> [Your goal]:
Determine how many lines in the entries contain the word "Straße", and give that number with no other text.

(Beginning of Data under study)

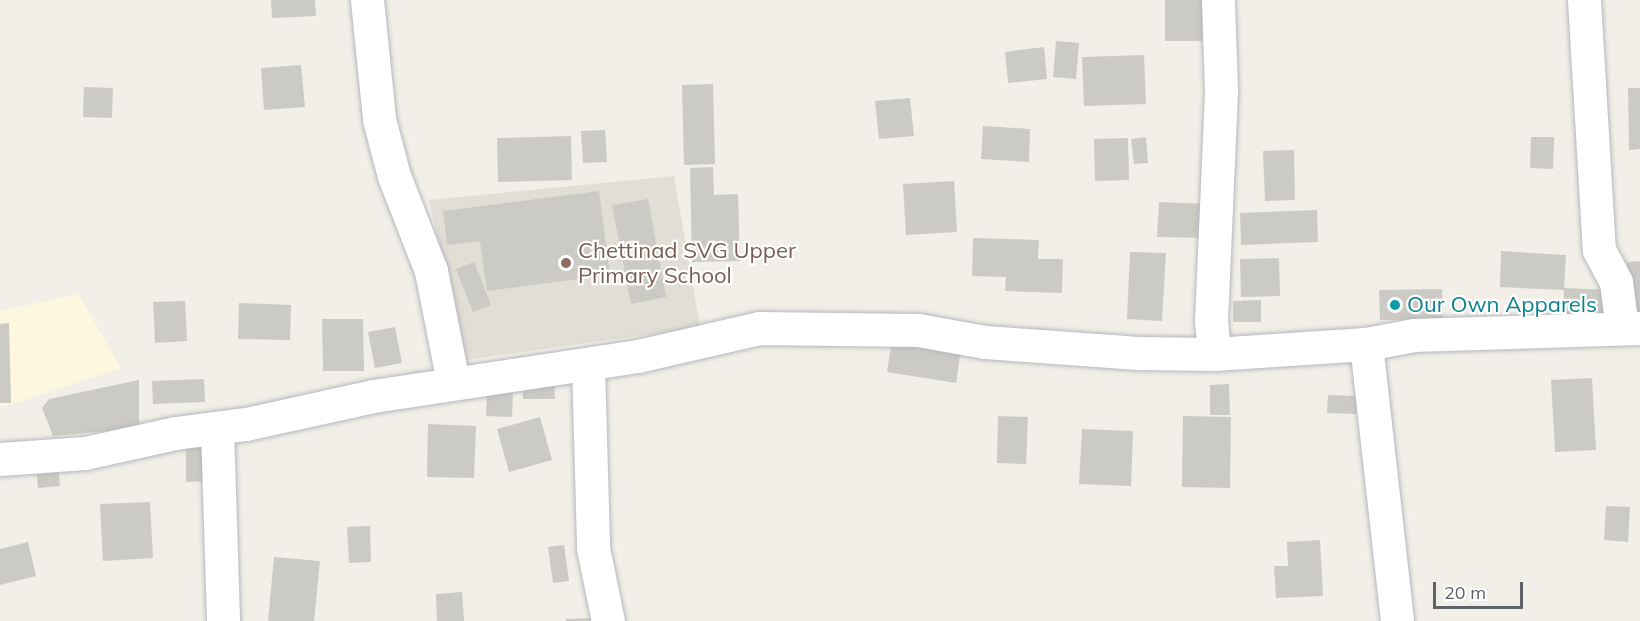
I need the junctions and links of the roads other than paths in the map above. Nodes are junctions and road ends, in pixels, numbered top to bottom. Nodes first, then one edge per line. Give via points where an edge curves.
1 (367, 0) edge
2 (1218, 0) edge
3 (1584, 0) edge
4 (1631, 328) edge
5 (1366, 344) junction
6 (1214, 354) junction
7 (588, 364) junction
8 (453, 382) junction
9 (217, 428) junction
10 (0, 459) edge
11 (223, 621) edge
12 (608, 621) edge
13 (1397, 621) edge

1 - 8 street via 379,119 394,176 431,271
2 - 6 street via 1220,144 1211,321
3 - 4 street via 1599,250 1616,282
4 - 5 street via 1414,335
5 - 6 street
5 - 13 street
6 - 7 street via 985,342 918,330 759,328
7 - 8 street
7 - 12 street via 593,548
8 - 9 street
9 - 10 street via 174,433 85,453
9 - 11 street

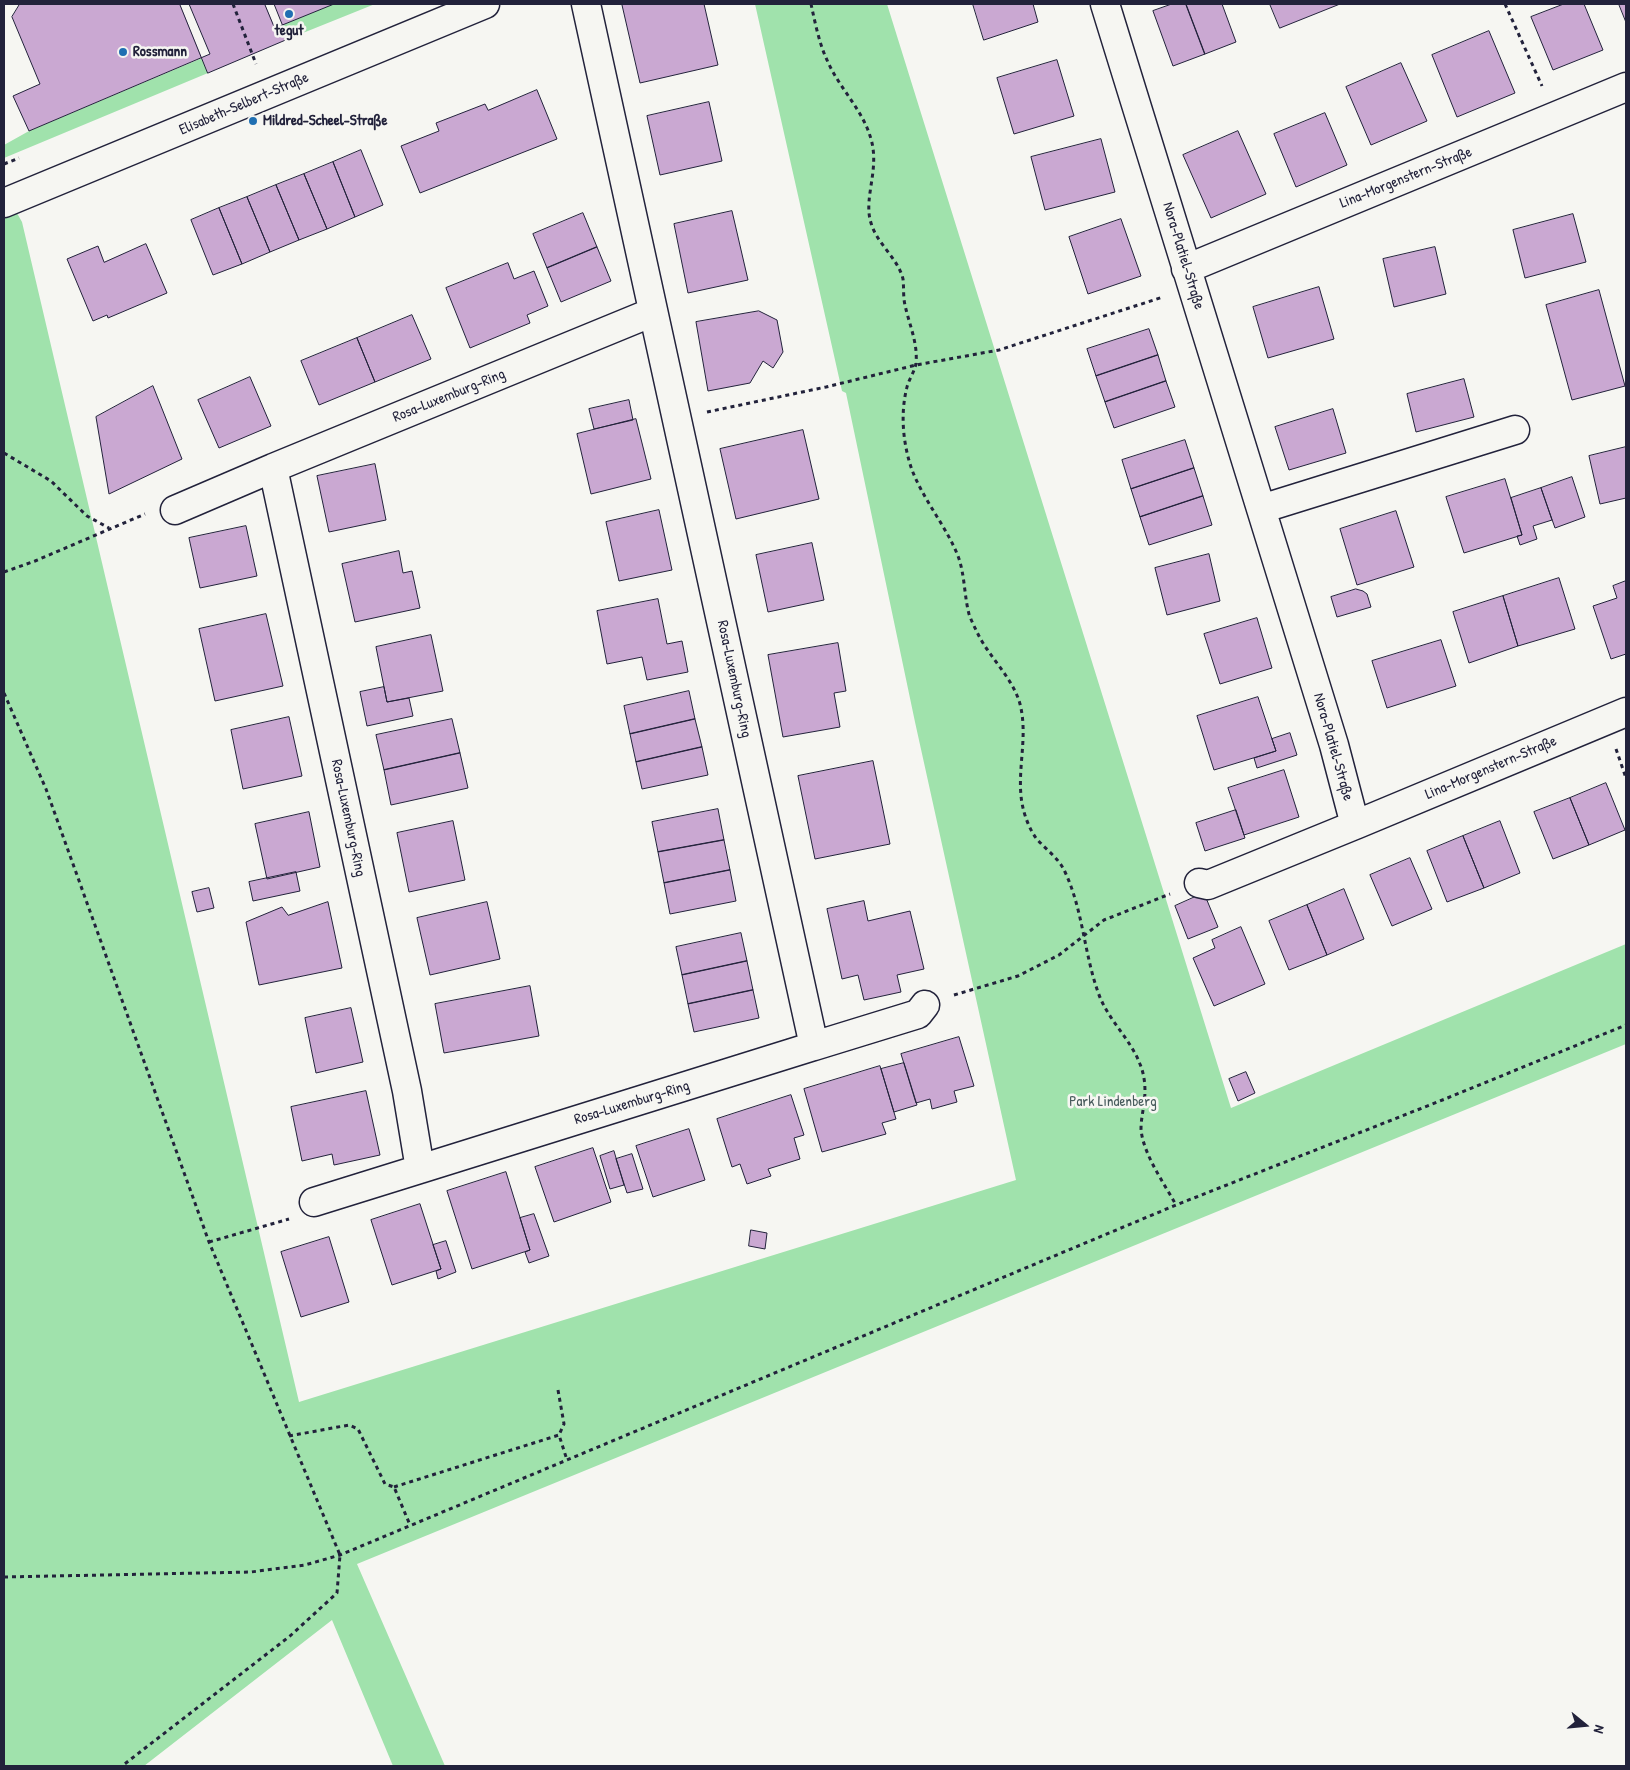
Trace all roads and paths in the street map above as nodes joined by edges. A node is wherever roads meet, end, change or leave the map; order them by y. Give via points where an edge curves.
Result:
1 (232, 4) edge
2 (485, 4) edge
3 (586, 4) edge
4 (811, 4) edge
5 (1105, 4) edge
6 (1505, 4) edge
7 (1626, 87) edge
8 (267, 94) junction
9 (1556, 116) junction
10 (18, 158) dead end
11 (4, 164) edge
12 (4, 203) edge
13 (1189, 279) junction
14 (653, 312) junction
15 (916, 366) junction
16 (706, 412) dead end
17 (1515, 430) dead end
18 (4, 453) edge
19 (273, 468) junction
20 (1260, 509) junction
21 (175, 510) joint
22 (110, 528) junction
23 (4, 572) edge
24 (4, 693) edge
25 (1626, 712) edge
26 (1355, 825) junction
27 (1199, 882) joint
28 (1084, 935) junction
29 (925, 1005) joint
30 (1626, 1025) edge
31 (814, 1046) junction
32 (420, 1169) junction
33 (314, 1202) joint
34 (1176, 1205) junction
35 (209, 1242) junction
36 (558, 1390) dead end
37 (290, 1436) junction
38 (559, 1436) junction
39 (568, 1460) junction
40 (394, 1487) junction
41 (410, 1525) junction
42 (340, 1555) junction
43 (4, 1577) edge
44 (122, 1766) edge

1 - 8 path
2 - 8 street, Elisabeth-Selbert-Straße
3 - 14 street, Rosa-Luxemburg-Ring
4 - 15 path via 827,60 871,138 875,161 869,202 870,221 902,278
5 - 13 street, Nora-Platiel-Straße
6 - 9 path
7 - 9 street, Lina-Morgenstern-Straße
8 - 12 street, Elisabeth-Selbert-Straße
9 - 13 street, Lina-Morgenstern-Straße
10 - 11 path
13 - 15 path via 999,350
13 - 20 street, Nora-Platiel-Straße
14 - 19 street, Rosa-Luxemburg-Ring
14 - 31 street, Rosa-Luxemburg-Ring
15 - 16 path
15 - 28 path via 902,409 904,439 912,470 959,559 969,615 978,635 1019,703 1024,735 1020,786 1024,811 1034,836 1065,872
17 - 20 street
18 - 22 path via 51,481 87,516
19 - 21 street, Rosa-Luxemburg-Ring
19 - 32 street, Rosa-Luxemburg-Ring via 407,1091
20 - 26 street, Nora-Platiel-Straße via 1334,745
21 - 22 path via 157,509
22 - 23 path
24 - 35 path via 46,789
25 - 26 street, Lina-Morgenstern-Straße
26 - 27 street via 1208,884
27 - 28 path via 1104,920
28 - 29 path via 1059,955 1018,976
28 - 34 path via 1098,994 1140,1065 1145,1087 1141,1125 1144,1143
29 - 31 street, Rosa-Luxemburg-Ring via 918,1014
30 - 34 path
31 - 32 street, Rosa-Luxemburg-Ring
32 - 33 street, Rosa-Luxemburg-Ring
33 - 35 path via 307,1214
34 - 39 path
35 - 37 path
36 - 38 path via 564,1424
37 - 40 path via 349,1425 358,1429 385,1484
37 - 42 path
38 - 39 path
38 - 40 path
39 - 41 path
40 - 41 path
41 - 42 path
42 - 43 path via 305,1565 251,1572
42 - 44 path via 337,1593 290,1636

(End of Data under study)

> [Solved problem]:
8